Where’s Your Head? Managing the Mind in Mediation with Jeff Trueman
Joining me to discuss this is Jeff Trueman, an experienced, full-time mediator and arbitrator. Jeff helps parties resolve a wide variety of litigated and pre-suit disputes and interpersonal problems concerning catastrophic injuries, professional malpractice, wrongful death, employment, family business dissolution, real property, estate, and domestic relations. He is a panel mediator for the American Arbitration Association; a panel arbitrator for the Financial Industry Regulatory Authority; a Distinguished Fellow of the International Academy of Mediators; a recipient of the Paul A. Dorf Alternative Dispute Resolution Memorial Award by the Bar Association of Baltimore City; and will soon hold an LLM from the Straus Institute for Dispute Resolution at the prestigious Pepperdine School of Law.

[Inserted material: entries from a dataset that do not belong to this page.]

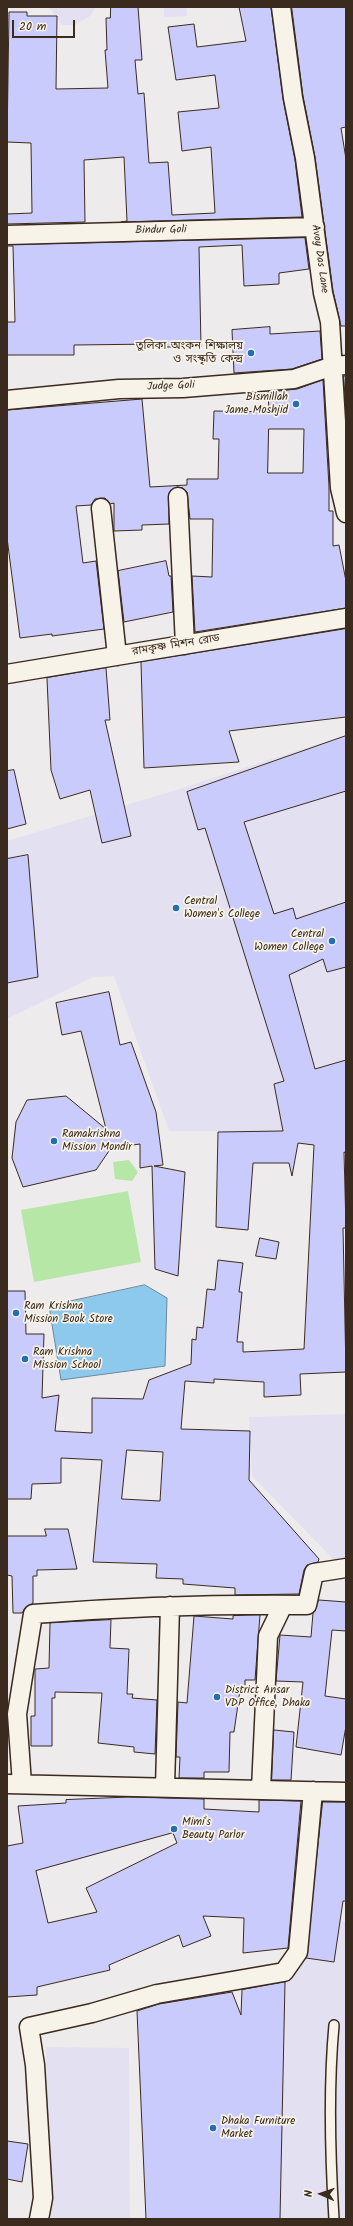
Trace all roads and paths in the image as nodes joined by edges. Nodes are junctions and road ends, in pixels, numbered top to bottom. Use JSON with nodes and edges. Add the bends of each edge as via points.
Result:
{"nodes":[{"id":1,"x":281,"y":7,"type":"edge"},
{"id":2,"x":315,"y":227,"type":"junction"},
{"id":3,"x":7,"y":235,"type":"edge"},
{"id":4,"x":339,"y":366,"type":"edge"},
{"id":5,"x":7,"y":400,"type":"edge"},
{"id":6,"x":178,"y":496,"type":"dead end"},
{"id":7,"x":101,"y":508,"type":"dead end"},
{"id":8,"x":346,"y":513,"type":"edge"},
{"id":9,"x":346,"y":618,"type":"edge"},
{"id":10,"x":185,"y":645,"type":"junction"},
{"id":11,"x":117,"y":656,"type":"junction"},
{"id":12,"x":7,"y":674,"type":"edge"},
{"id":13,"x":346,"y":1568,"type":"edge"},
{"id":14,"x":283,"y":1605,"type":"junction"},
{"id":15,"x":170,"y":1606,"type":"junction"},
{"id":16,"x":15,"y":1784,"type":"edge"},
{"id":17,"x":165,"y":1787,"type":"junction"},
{"id":18,"x":261,"y":1789,"type":"junction"},
{"id":19,"x":313,"y":1791,"type":"junction"},
{"id":20,"x":346,"y":1792,"type":"edge"},
{"id":21,"x":334,"y":2025,"type":"dead end"},
{"id":22,"x":39,"y":2219,"type":"edge"},
{"id":23,"x":334,"y":2219,"type":"edge"}],
"edges":[{"from":1,"to":2,"type":"street","name":"Avoy Das Lane","via":[[293,98],[306,158]]},
{"from":2,"to":3,"type":"street","name":"Bindur Goli"},
{"from":2,"to":4,"type":"street","name":"Avoy Das Lane","via":[[324,293]]},
{"from":4,"to":5,"type":"street","name":"Judge Goli","via":[[294,379],[183,388],[119,389]]},
{"from":4,"to":8,"type":"street","name":"Avoy Das Lane","via":[[340,488]]},
{"from":6,"to":10,"type":"street"},
{"from":7,"to":11,"type":"street"},
{"from":9,"to":10,"type":"street","name":"রামকৃষ্ণ মিশন রোড"},
{"from":10,"to":11,"type":"street","name":"রামকৃষ্ণ মিশন রোড"},
{"from":11,"to":12,"type":"street","name":"রামকৃষ্ণ মিশন রোড"},
{"from":13,"to":14,"type":"street","via":[[314,1573],[307,1605]]},
{"from":14,"to":15,"type":"street"},
{"from":14,"to":18,"type":"street","via":[[268,1636]]},
{"from":15,"to":16,"type":"street","via":[[33,1614],[17,1714]]},
{"from":15,"to":17,"type":"street"},
{"from":16,"to":17,"type":"street"},
{"from":17,"to":18,"type":"street"},
{"from":18,"to":19,"type":"street"},
{"from":19,"to":20,"type":"street"},
{"from":19,"to":22,"type":"street","via":[[298,1952],[284,1972],[157,1994],[92,2013],[29,2027],[35,2066],[43,2198]]},
{"from":21,"to":23,"type":"lane","via":[[329,2076]]}]}
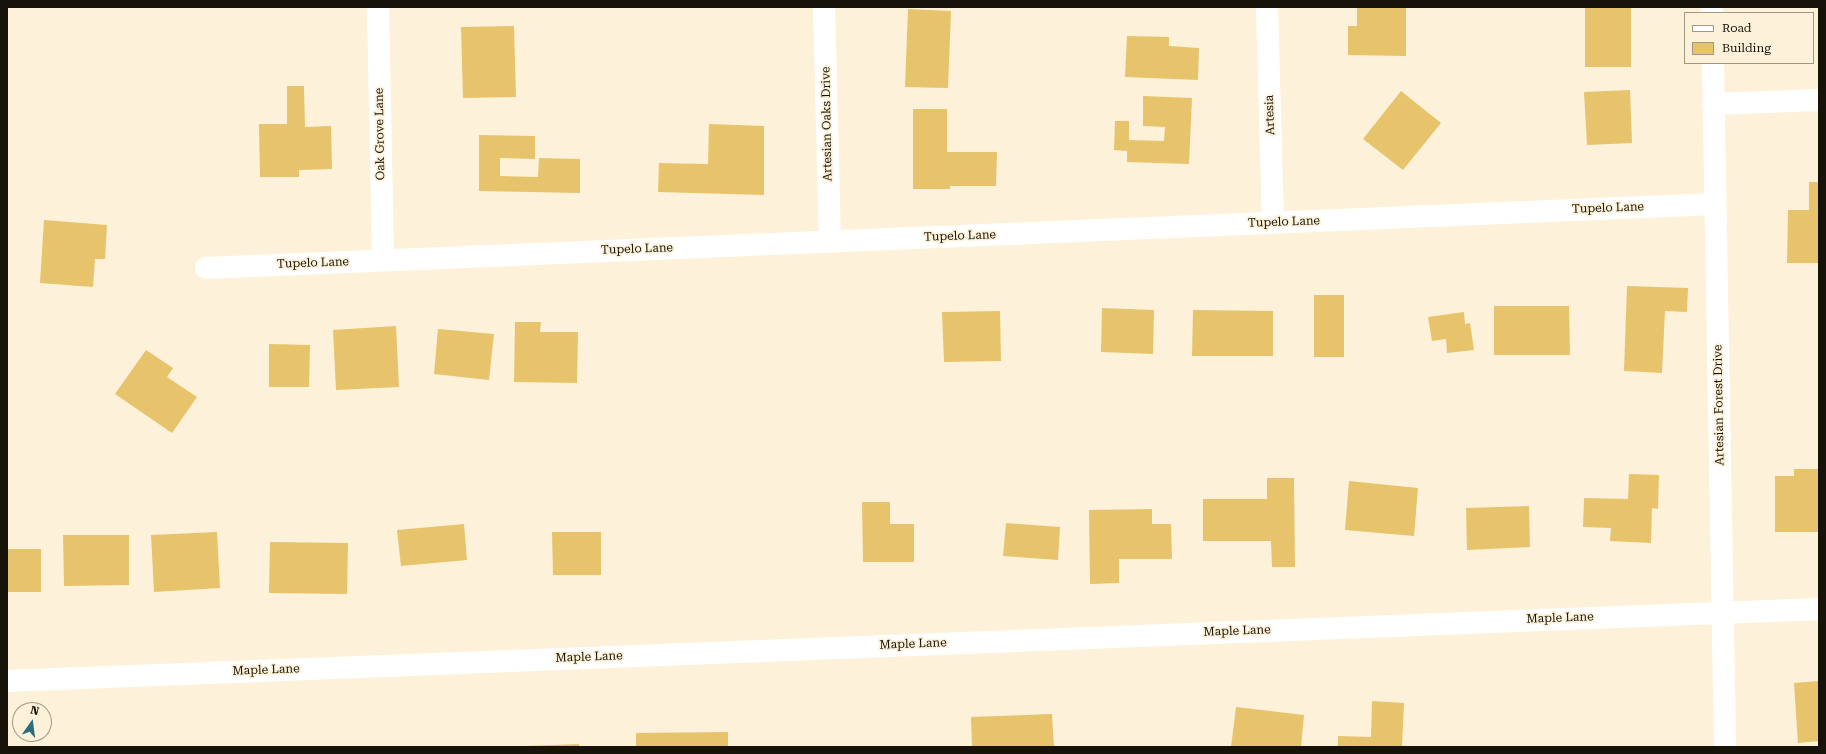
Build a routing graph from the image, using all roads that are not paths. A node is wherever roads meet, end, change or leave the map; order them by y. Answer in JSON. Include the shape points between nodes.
{"nodes":[{"id":1,"x":378,"y":7,"type":"edge"},
{"id":2,"x":824,"y":7,"type":"edge"},
{"id":3,"x":1267,"y":7,"type":"edge"},
{"id":4,"x":1712,"y":64,"type":"edge"},
{"id":5,"x":1819,"y":100,"type":"edge"},
{"id":6,"x":1713,"y":104,"type":"junction"},
{"id":7,"x":1715,"y":204,"type":"junction"},
{"id":8,"x":1273,"y":222,"type":"junction"},
{"id":9,"x":830,"y":241,"type":"junction"},
{"id":10,"x":383,"y":260,"type":"junction"},
{"id":11,"x":206,"y":268,"type":"dead end"},
{"id":12,"x":1819,"y":609,"type":"edge"},
{"id":13,"x":1722,"y":611,"type":"junction"},
{"id":14,"x":7,"y":681,"type":"edge"},
{"id":15,"x":1724,"y":747,"type":"edge"}],
"edges":[{"from":1,"to":10,"type":"street","name":"Oak Grove Lane"},
{"from":2,"to":9,"type":"street","name":"Artesian Oaks Drive"},
{"from":3,"to":8,"type":"street","name":"Artesia"},
{"from":4,"to":6,"type":"street","name":"Artesian Forest Drive"},
{"from":5,"to":6,"type":"street"},
{"from":6,"to":7,"type":"street","name":"Artesian Forest Drive"},
{"from":7,"to":8,"type":"street","name":"Tupelo Lane"},
{"from":7,"to":13,"type":"street","name":"Artesian Forest Drive"},
{"from":8,"to":9,"type":"street","name":"Tupelo Lane"},
{"from":9,"to":10,"type":"street","name":"Tupelo Lane"},
{"from":10,"to":11,"type":"street","name":"Tupelo Lane"},
{"from":12,"to":13,"type":"street","name":"Maple Lane"},
{"from":13,"to":14,"type":"street","name":"Maple Lane"},
{"from":13,"to":15,"type":"street","name":"Artesian Forest Drive"}]}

Finally, did I really suggest that having a mediator with a bad hip could help achieve a faster resolution? Did I really give a review of the HBO original movie Oslo, which I consider a must-see for anyone interested in conflict resolution? Did I really compare married couples during Covid-19 lockdowns to angry bees in a jar? Listen and find out. Spoiler alert: Yes. Yes I did.
This podcast is the audio companion to the Journal on Emerging Issues in Litigation, a collaborative project between HB Litigation Conferences and the Fastcase legal research family, which includes Full Court Press, Law Street Media, and Docket Alarm. The podcast itself is a joint effort between HB and Law Street Media. If you have comments or wish to participate in one our projects, or want to tell me how Jeff really got you thinking, please drop me a note at Editor@LitigationConferences.com.
Tom Hagy
Litigation Enthusiast and Host of the Emerging Litigation Podcast
“Attorneys possess many of the same characteristics as their human cousins.” Someone said that. Probably me. They often bring to their jobs cognitive barriers that get in the way of negotiating resolutions to conflicts. Same for their human clients.
Things like refusal to cede the moral high-ground, or stubbornly believing there must always be someone to blame. Then there is overconfidence (i.e., “I am right and will win in court!”) or they might enjoy selective memory, confirmation bias, and loss aversion. Attorneys are often in the position of mediator and problem solver. What can attorneys do to more effectively achieve satisfactory outcomes when the parties bring in their own set of human characteristics and emotions?